• **Exercise requirements**: Return the listing verbatim, images left out.

• **Extracted records**:
● ● ●
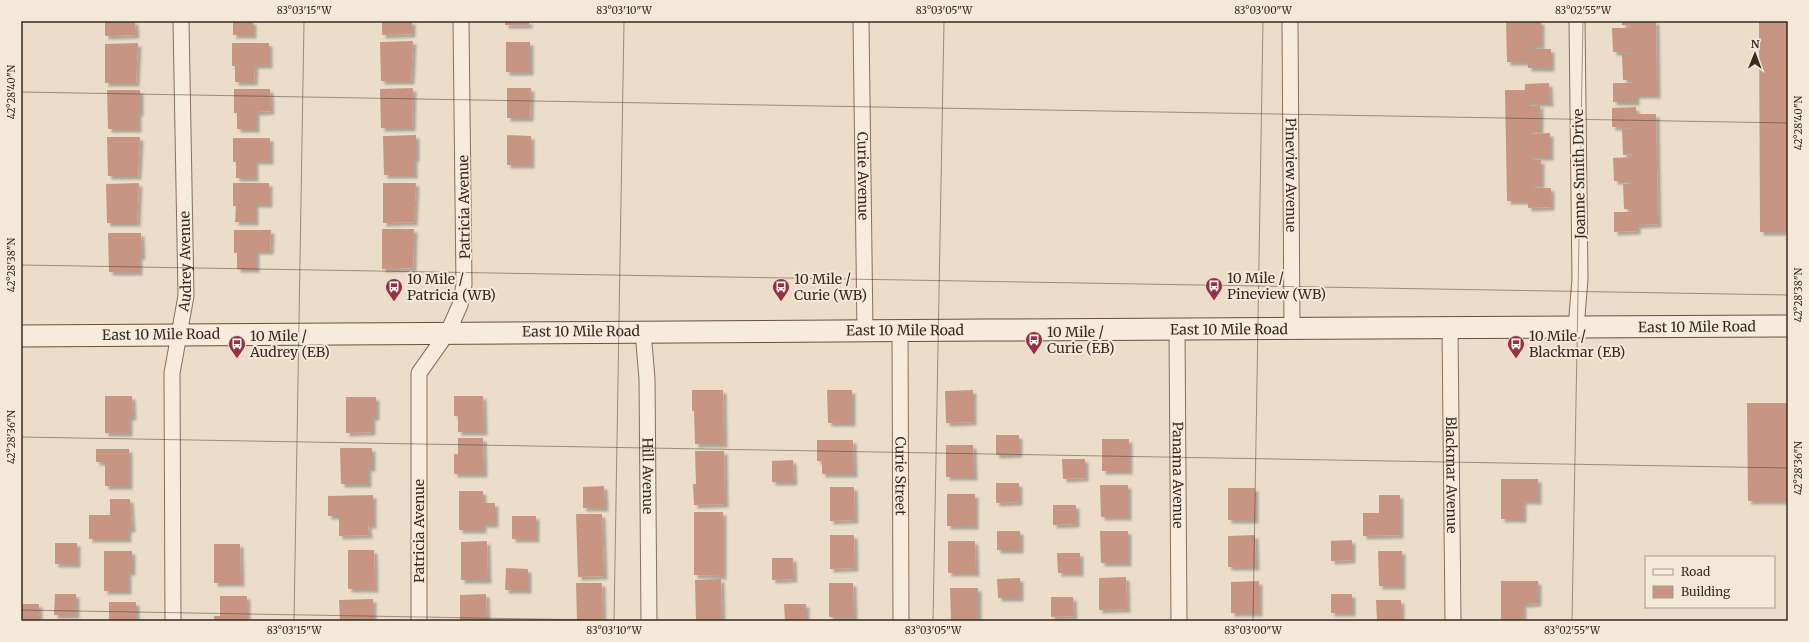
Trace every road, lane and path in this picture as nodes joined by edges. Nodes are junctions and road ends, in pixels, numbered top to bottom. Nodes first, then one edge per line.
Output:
1 (181, 21) edge
2 (461, 21) edge
3 (861, 21) edge
4 (1290, 21) edge
5 (1577, 21) edge
6 (1788, 326) edge
7 (1450, 328) junction
8 (1576, 328) junction
9 (1177, 330) junction
10 (1292, 330) junction
11 (643, 331) junction
12 (900, 331) junction
13 (448, 332) junction
14 (865, 332) junction
15 (180, 334) junction
16 (21, 336) edge
17 (173, 621) edge
18 (419, 621) edge
19 (649, 621) edge
20 (901, 621) edge
21 (1179, 621) edge
22 (1453, 621) edge

1 - 15 street, Audrey Avenue
2 - 13 street, Patricia Avenue
3 - 14 street, Curie Avenue
4 - 10 street, Pineview Avenue
5 - 8 street, Joanne Smith Drive
6 - 8 main road, East 10 Mile Road
7 - 8 main road, East 10 Mile Road
7 - 10 main road, East 10 Mile Road
7 - 22 street, Blackmar Avenue
9 - 10 main road, East 10 Mile Road
9 - 12 main road, East 10 Mile Road
9 - 21 street, Panama Avenue
11 - 13 main road, East 10 Mile Road
11 - 14 main road, East 10 Mile Road
11 - 19 street, Hill Avenue
12 - 14 main road, East 10 Mile Road
12 - 20 street, Curie Street
13 - 15 main road, East 10 Mile Road
13 - 18 street, Patricia Avenue
15 - 16 main road, East 10 Mile Road
15 - 17 street, Audrey Avenue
● ● ●
• **Reply**:
Trace every road, lane and path in this picture as nodes joined by edges. Nodes are junctions and road ends, in pixels, numbered top to bottom. Nodes first, then one edge per line.
Output:
1 (181, 21) edge
2 (461, 21) edge
3 (861, 21) edge
4 (1290, 21) edge
5 (1577, 21) edge
6 (1788, 326) edge
7 (1450, 328) junction
8 (1576, 328) junction
9 (1177, 330) junction
10 (1292, 330) junction
11 (643, 331) junction
12 (900, 331) junction
13 (448, 332) junction
14 (865, 332) junction
15 (180, 334) junction
16 (21, 336) edge
17 (173, 621) edge
18 (419, 621) edge
19 (649, 621) edge
20 (901, 621) edge
21 (1179, 621) edge
22 (1453, 621) edge

1 - 15 street, Audrey Avenue
2 - 13 street, Patricia Avenue
3 - 14 street, Curie Avenue
4 - 10 street, Pineview Avenue
5 - 8 street, Joanne Smith Drive
6 - 8 main road, East 10 Mile Road
7 - 8 main road, East 10 Mile Road
7 - 10 main road, East 10 Mile Road
7 - 22 street, Blackmar Avenue
9 - 10 main road, East 10 Mile Road
9 - 12 main road, East 10 Mile Road
9 - 21 street, Panama Avenue
11 - 13 main road, East 10 Mile Road
11 - 14 main road, East 10 Mile Road
11 - 19 street, Hill Avenue
12 - 14 main road, East 10 Mile Road
12 - 20 street, Curie Street
13 - 15 main road, East 10 Mile Road
13 - 18 street, Patricia Avenue
15 - 16 main road, East 10 Mile Road
15 - 17 street, Audrey Avenue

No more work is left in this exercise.